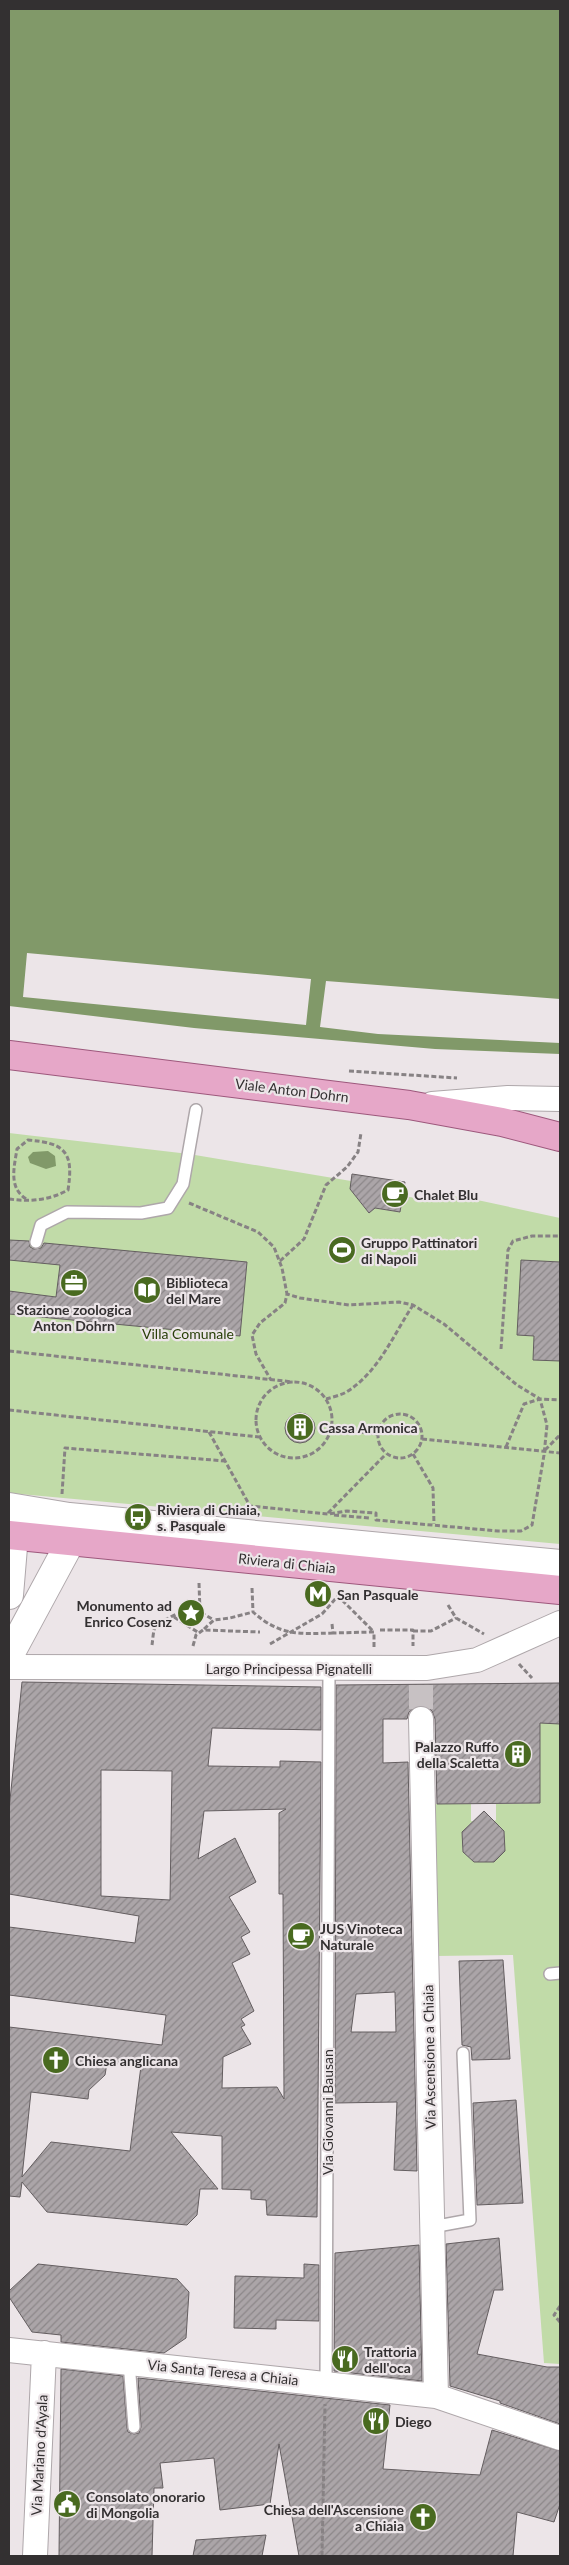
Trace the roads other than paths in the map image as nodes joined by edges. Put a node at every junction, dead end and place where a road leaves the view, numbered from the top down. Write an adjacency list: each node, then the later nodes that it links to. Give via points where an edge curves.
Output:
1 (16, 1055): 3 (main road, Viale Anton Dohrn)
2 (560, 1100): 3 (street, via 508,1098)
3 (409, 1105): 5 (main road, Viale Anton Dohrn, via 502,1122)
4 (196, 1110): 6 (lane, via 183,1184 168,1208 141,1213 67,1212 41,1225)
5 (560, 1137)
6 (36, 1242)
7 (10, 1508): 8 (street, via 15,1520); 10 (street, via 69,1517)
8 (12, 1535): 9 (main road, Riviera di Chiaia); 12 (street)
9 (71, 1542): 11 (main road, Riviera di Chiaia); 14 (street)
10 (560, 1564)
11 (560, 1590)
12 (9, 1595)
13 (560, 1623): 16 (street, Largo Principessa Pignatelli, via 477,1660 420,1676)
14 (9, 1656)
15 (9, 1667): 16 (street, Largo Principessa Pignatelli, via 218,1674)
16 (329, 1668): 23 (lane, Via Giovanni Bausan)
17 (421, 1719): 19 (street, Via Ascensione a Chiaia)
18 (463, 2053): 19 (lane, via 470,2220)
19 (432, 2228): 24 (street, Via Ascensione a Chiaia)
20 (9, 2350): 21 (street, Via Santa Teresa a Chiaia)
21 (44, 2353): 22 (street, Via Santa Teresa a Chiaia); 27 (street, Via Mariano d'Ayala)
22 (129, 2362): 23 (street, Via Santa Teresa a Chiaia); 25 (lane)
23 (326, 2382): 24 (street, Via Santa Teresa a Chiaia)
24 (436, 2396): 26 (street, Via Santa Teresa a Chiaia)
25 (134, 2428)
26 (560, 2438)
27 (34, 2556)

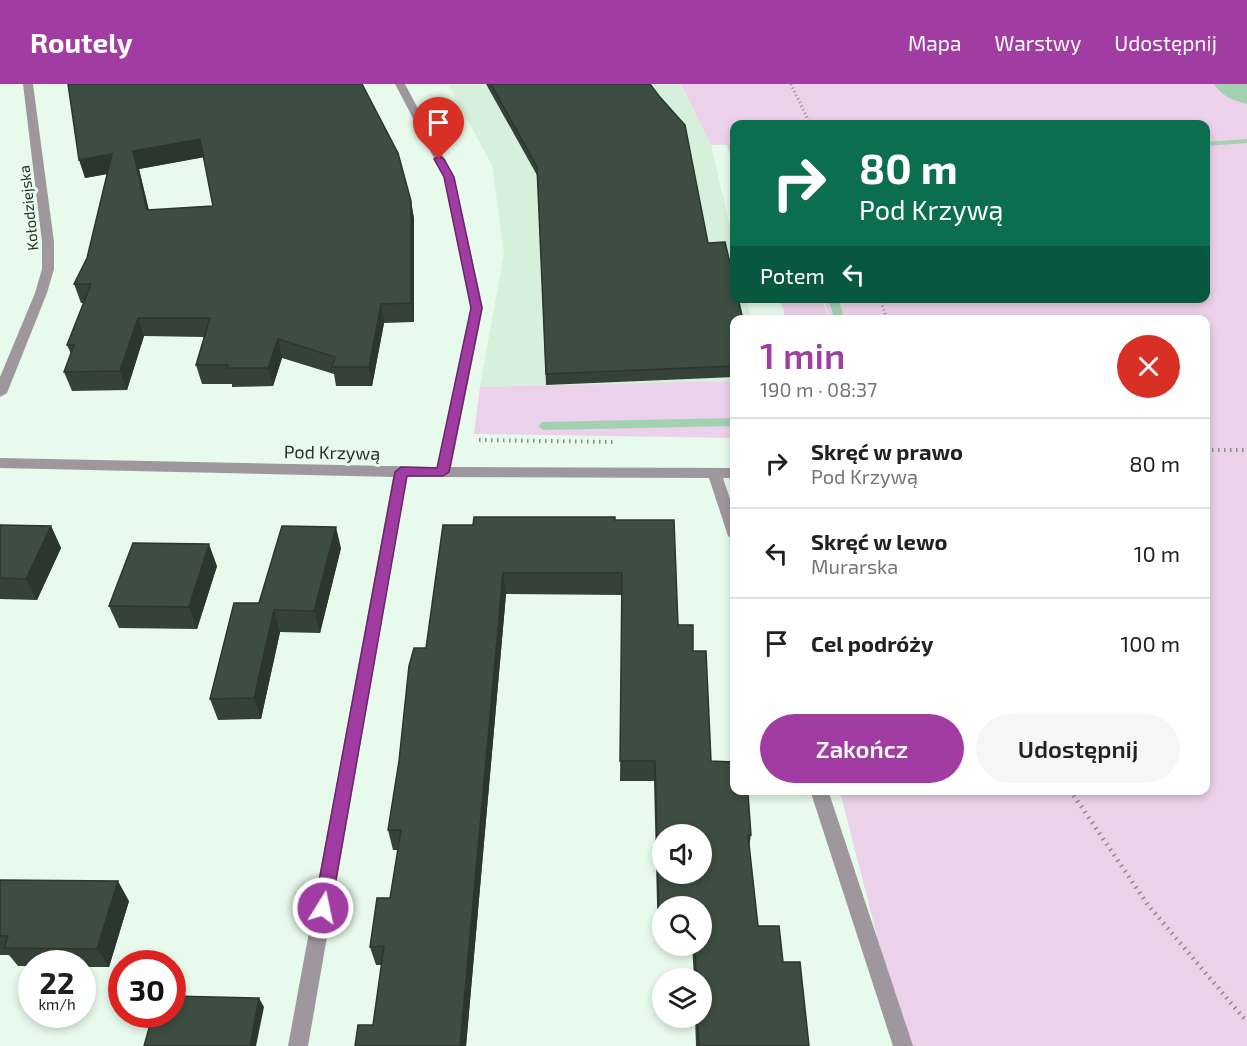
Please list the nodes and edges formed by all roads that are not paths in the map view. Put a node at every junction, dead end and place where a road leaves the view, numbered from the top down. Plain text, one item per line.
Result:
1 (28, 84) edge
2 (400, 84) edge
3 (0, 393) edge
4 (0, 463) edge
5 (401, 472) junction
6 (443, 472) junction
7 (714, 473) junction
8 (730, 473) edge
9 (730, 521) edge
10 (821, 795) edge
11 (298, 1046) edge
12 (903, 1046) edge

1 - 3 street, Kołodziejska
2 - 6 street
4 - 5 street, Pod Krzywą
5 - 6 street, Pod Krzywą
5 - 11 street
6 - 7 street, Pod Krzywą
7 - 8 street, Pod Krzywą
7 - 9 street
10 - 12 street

### ACTION ITEM
Output every record exactly, minus the pictures.

### OUTPUT OF THE TASK
Trace the roads other than paths in the map image as nodes joined by edges. Put a node at every junction, dead end and place where a road leaves the view, numbered from the top down. Write an adjacency list: each node, then the later nodes that it links to. Give via points where an edge curves.
Output:
1 (16, 1055): 3 (main road, Viale Anton Dohrn)
2 (560, 1100): 3 (street, via 508,1098)
3 (409, 1105): 5 (main road, Viale Anton Dohrn, via 502,1122)
4 (196, 1110): 6 (lane, via 183,1184 168,1208 141,1213 67,1212 41,1225)
5 (560, 1137)
6 (36, 1242)
7 (10, 1508): 8 (street, via 15,1520); 10 (street, via 69,1517)
8 (12, 1535): 9 (main road, Riviera di Chiaia); 12 (street)
9 (71, 1542): 11 (main road, Riviera di Chiaia); 14 (street)
10 (560, 1564)
11 (560, 1590)
12 (9, 1595)
13 (560, 1623): 16 (street, Largo Principessa Pignatelli, via 477,1660 420,1676)
14 (9, 1656)
15 (9, 1667): 16 (street, Largo Principessa Pignatelli, via 218,1674)
16 (329, 1668): 23 (lane, Via Giovanni Bausan)
17 (421, 1719): 19 (street, Via Ascensione a Chiaia)
18 (463, 2053): 19 (lane, via 470,2220)
19 (432, 2228): 24 (street, Via Ascensione a Chiaia)
20 (9, 2350): 21 (street, Via Santa Teresa a Chiaia)
21 (44, 2353): 22 (street, Via Santa Teresa a Chiaia); 27 (street, Via Mariano d'Ayala)
22 (129, 2362): 23 (street, Via Santa Teresa a Chiaia); 25 (lane)
23 (326, 2382): 24 (street, Via Santa Teresa a Chiaia)
24 (436, 2396): 26 (street, Via Santa Teresa a Chiaia)
25 (134, 2428)
26 (560, 2438)
27 (34, 2556)

Please list the nodes and edges formed by all roads that are not paths in the map view. Put a node at every junction, dead end and place where a road leaves the view, numbered from the top down. Plain text, one item per line.
Result:
1 (28, 84) edge
2 (400, 84) edge
3 (0, 393) edge
4 (0, 463) edge
5 (401, 472) junction
6 (443, 472) junction
7 (714, 473) junction
8 (730, 473) edge
9 (730, 521) edge
10 (821, 795) edge
11 (298, 1046) edge
12 (903, 1046) edge

1 - 3 street, Kołodziejska
2 - 6 street
4 - 5 street, Pod Krzywą
5 - 6 street, Pod Krzywą
5 - 11 street
6 - 7 street, Pod Krzywą
7 - 8 street, Pod Krzywą
7 - 9 street
10 - 12 street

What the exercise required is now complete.